In Blakeley v. Amax Coal Co. , ___ F.3d ___, Case No. 94-2169 (7th Cir. May 25, 1995), the Seventh Circuit held that, under § 725.305(a), the claimant must demonstrate that "he worked for fifteen years in an underground mine or in a surface mine with dust conditions substantially similar to those found in underground mines." In this vein, the court further held that the claimant "'bears the burden of establishing comparability' but 'must only establish that he was exposed to sufficient coal dust in his surface mine employment.'" The court stated that will generally defer to the expertise of the administrative law judge in determining the similarity of surface and underground mine conditions.

Once invoked, the presumption at § 725.305(a) may be rebutted if the employer demonstrates, by a preponderance of the evidence, that either (1) the miner does not, or did not, have pneumoconiosis, or (2) his respiratory or pulmonary impairment did not arise out of his coal mine employment. Citing to Shelton v. Director, OWCP , 899 F.2d 690 (7th Cir. 1990), the court stated that, with regard to the second avenue of rebuttal, if the employer establishes that the miner would have been disabled notwithstanding regardless of his exposure to coal dust, then his disability did not arise out of coal mine employment. Thus, although the experts in Blakeley did not conclusively "rule out" coal workers' pneumoconiosis as a possible factor in the claimant's condition, rebuttal of the presumption was nevertheless accomplished by Employer as the record evidenced that the miner would have been totally disabled notwithstanding any complications arising from his exposure to coal mine dust. Beasley , 957 F.2d at 328.

Finally, in applying the "hostile-to-the-Act" rule, the Seventh Circuit noted that the rule allows an administrative law judge to "disregard medical testimony when a physician's testimony is affected by his subjective personal opinions about pneumoconiosis which are contrary to the congressional determinations implicit in the Act's provisions." The court offered examples, including where a physician states that he will never diagnose the existence of pneumoconiosis in the absence of a positive x-ray, Robinson v. Missouri Mining Co. , 955 F.2d 1181, 1183 (8th Cir. 1992); or when a physician testifies, directly contrary to the Act, that simple pneumoconiosis can never be totally disabling, Kaiser Steel Corp. v.

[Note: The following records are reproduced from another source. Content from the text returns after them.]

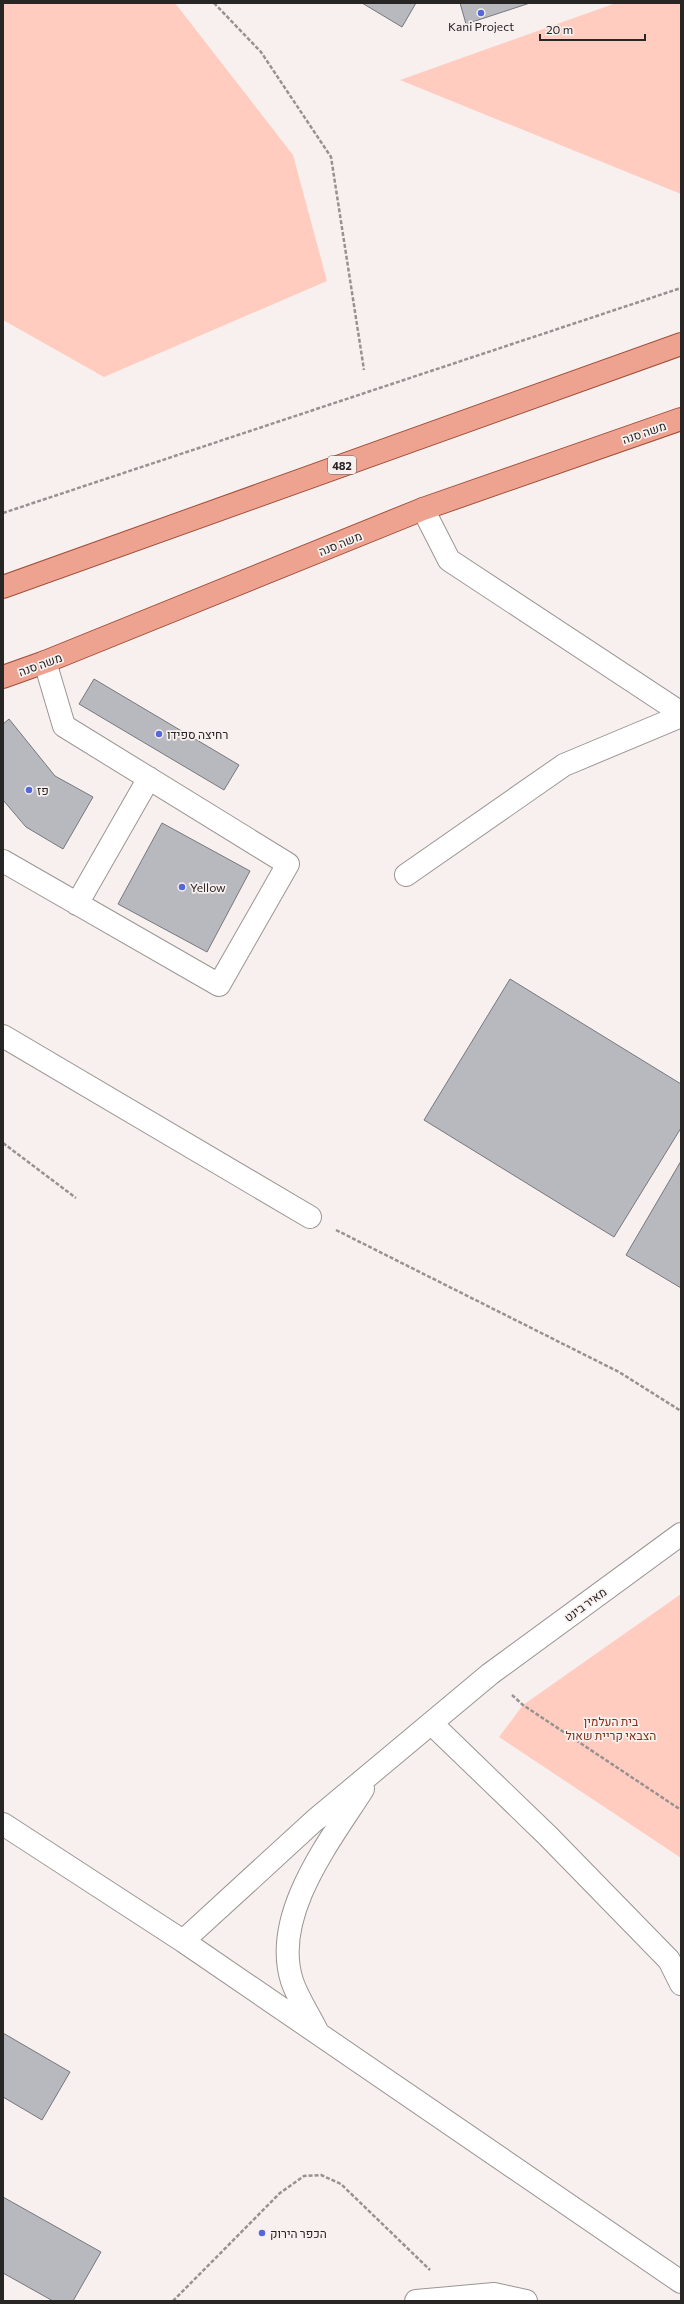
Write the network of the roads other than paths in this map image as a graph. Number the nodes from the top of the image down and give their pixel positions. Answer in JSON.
{"nodes":[{"id":1,"x":681,"y":344,"type":"edge"},
{"id":2,"x":681,"y":419,"type":"edge"},
{"id":3,"x":423,"y":509,"type":"junction"},
{"id":4,"x":3,"y":587,"type":"edge"},
{"id":5,"x":45,"y":662,"type":"junction"},
{"id":6,"x":3,"y":677,"type":"edge"},
{"id":7,"x":681,"y":715,"type":"edge"},
{"id":8,"x":149,"y":778,"type":"junction"},
{"id":9,"x":3,"y":861,"type":"edge"},
{"id":10,"x":406,"y":875,"type":"dead end"},
{"id":11,"x":77,"y":904,"type":"junction"},
{"id":12,"x":3,"y":1036,"type":"edge"},
{"id":13,"x":310,"y":1217,"type":"road end"},
{"id":14,"x":681,"y":1534,"type":"edge"},
{"id":15,"x":432,"y":1724,"type":"junction"},
{"id":16,"x":373,"y":1772,"type":"junction"},
{"id":17,"x":3,"y":1824,"type":"edge"},
{"id":18,"x":183,"y":1941,"type":"junction"},
{"id":19,"x":681,"y":1984,"type":"edge"},
{"id":20,"x":319,"y":2034,"type":"junction"},
{"id":21,"x":681,"y":2282,"type":"edge"},
{"id":22,"x":461,"y":2299,"type":"edge"},
{"id":23,"x":416,"y":2301,"type":"edge"},
{"id":24,"x":526,"y":2301,"type":"edge"}],
"edges":[{"from":1,"to":4,"type":"main road","number":"482"},
{"from":2,"to":3,"type":"main road","name":"משה סנה"},
{"from":3,"to":5,"type":"main road","name":"משה סנה"},
{"from":3,"to":7,"type":"street"},
{"from":5,"to":6,"type":"main road","name":"משה סנה"},
{"from":5,"to":8,"type":"street"},
{"from":7,"to":10,"type":"street"},
{"from":8,"to":11,"type":"street"},
{"from":8,"to":11,"type":"street"},
{"from":9,"to":11,"type":"street"},
{"from":12,"to":13,"type":"street"},
{"from":14,"to":15,"type":"street","name":"מאיר בינט"},
{"from":15,"to":16,"type":"street","name":"מאיר בינט"},
{"from":15,"to":19,"type":"street"},
{"from":16,"to":18,"type":"street","name":"מאיר בינט"},
{"from":16,"to":20,"type":"street"},
{"from":17,"to":18,"type":"street"},
{"from":18,"to":20,"type":"street"},
{"from":20,"to":21,"type":"street"},
{"from":22,"to":23,"type":"street"},
{"from":22,"to":24,"type":"street"}]}
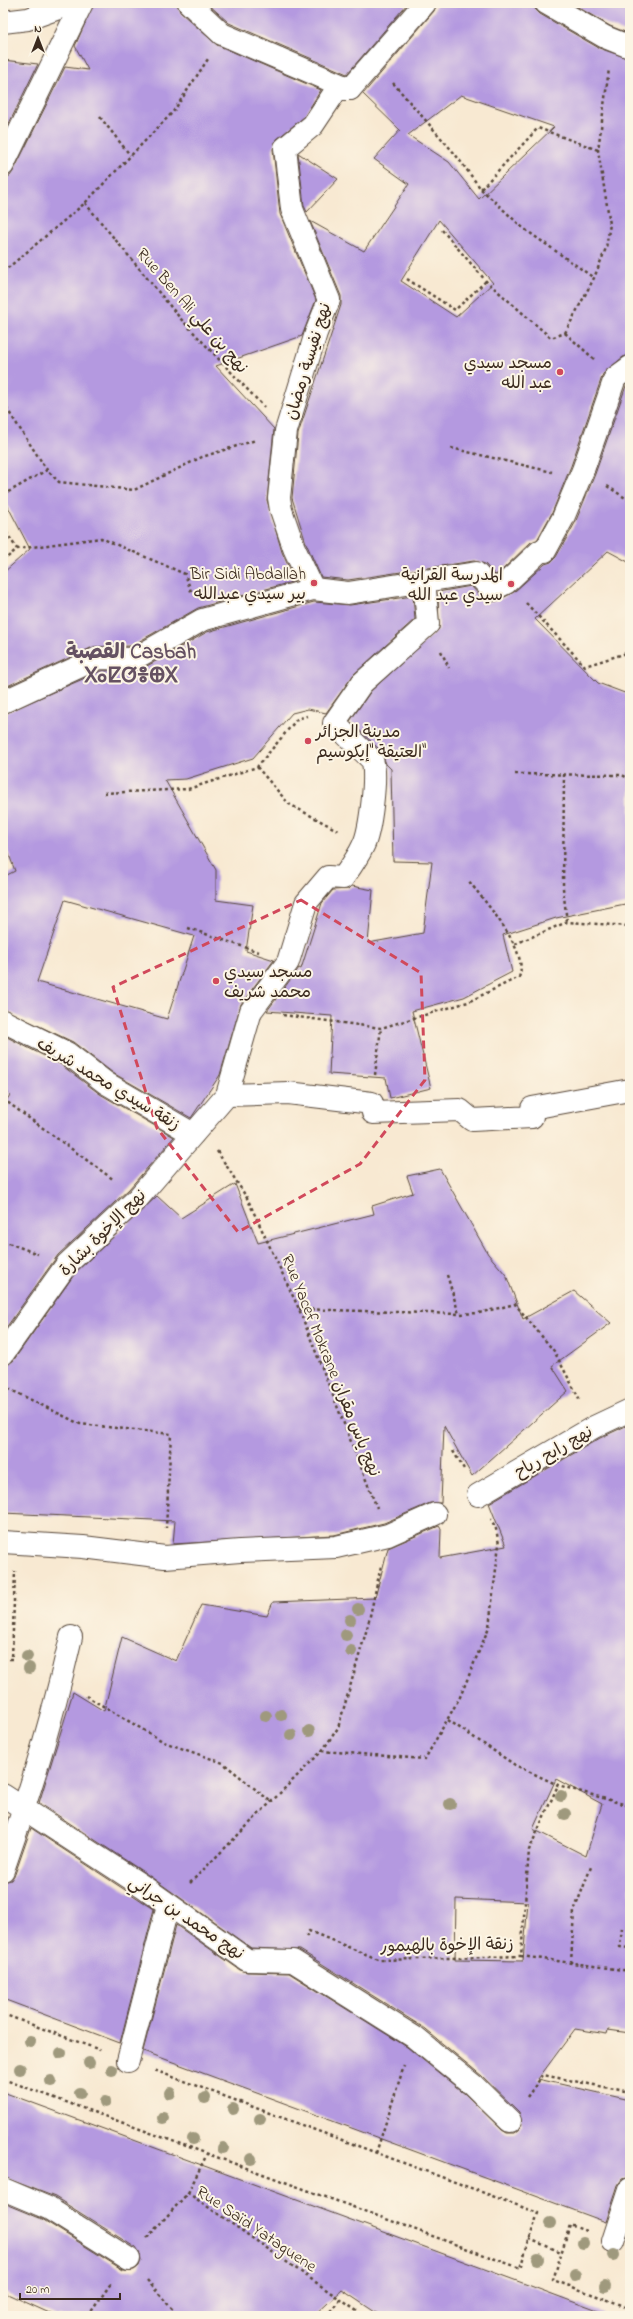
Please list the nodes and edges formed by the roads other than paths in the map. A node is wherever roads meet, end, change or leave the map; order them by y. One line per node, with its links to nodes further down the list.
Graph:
1 (72, 3): 6 (street)
2 (82, 3): 9 (street)
3 (188, 3): 8 (street)
4 (425, 3): 8 (street)
5 (546, 3): 7 (street)
6 (3, 22)
7 (630, 47)
8 (350, 89): 12 (street, نهج نفيسة رمضان)
9 (3, 165)
10 (622, 372): 11 (street)
11 (424, 580): 12 (street); 16 (street)
12 (313, 589): 13 (street)
13 (3, 702)
14 (3, 1021): 17 (street, زنقة سيدي محمد شريف)
15 (630, 1090): 16 (street)
16 (226, 1095): 17 (street, نهج الإخوة بشارة)
17 (196, 1130): 18 (street, نهج الإخوة بشارة)
18 (3, 1354)
19 (630, 1410): 20 (street, نهج رابح رياح)
20 (478, 1495)
21 (435, 1514): 22 (street)
22 (3, 1542)
23 (71, 1637): 25 (street)
24 (3, 1795): 25 (street, نهج محمد بن جراني)
25 (24, 1810): 26 (street); 27 (street, نهج محمد بن جراني)
26 (3, 1870)
27 (168, 1905): 28 (street); 29 (street, نهج محمد بن جراني)
28 (128, 2061)
29 (510, 2121)
30 (3, 2189): 33 (street)
31 (630, 2189): 32 (street)
32 (613, 2241)
33 (129, 2258)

Director, OWCP , 748 F.2d 1426, 1430 (10th Cir. 1984). However, a physician's expression of a view that is at odds with the Act is not enough by itself to exclude that opinion from consideration. Wetherhill v. Director, OWCP , 812 F.2d 376, 382 (7th Cir. 1987).

Applying this standard, the court found in this case that the opinion of a physician that coal dust exposure does not cause obstructive impairment and therefore smoking must have caused claimant's condition, did not rise to the level of "hostility." The court explained that the physician's opinion did not fall into a traditionally hostile category nor contravene the Act's definition of pneumoconiosis. According to the court, the Act and the regulations define "pneumoconiosis" broadly and do not establish that dust exposure from coal mine work can necessarily cause obstructive pulmonary disease or impairment. Rather, the facts and medical opinions in each specific case answer this question.

[ VI - 10, presumption at § 718.305 ; IV - 79, hostile-to-the-Act rule ]

Benefits Review Board

In Goodloe v. Peabody Coal Co. , ___ B.L.R. ___, BRB No. 92-1738 BLA (June 27, 1995) (published), the Board held that a fee cannot be enhanced to accommodate its contingent nature, citing to City of Burlington v. Dague , 112 S. Ct. 2638 (1992), but that enhancement for unusually lengthy delay may be an appropriate factor to consider in determining the hourly rate as noted in Missouri v. Jenkins , 109 S. Ct. 2463 (1989). However, the Board reiterated its holding in Bennett v. Director, OWCP , 17 B.L.R. 1-72 (1992) that a request for enhancement due to delay must be made at the time the fee petition is submitted and counsel is entitled to his or her customary hourly rate at the time services were performed and not when the fee application is filed. Finally, the Board reaffirmed that contingent fee arrangements are invalid.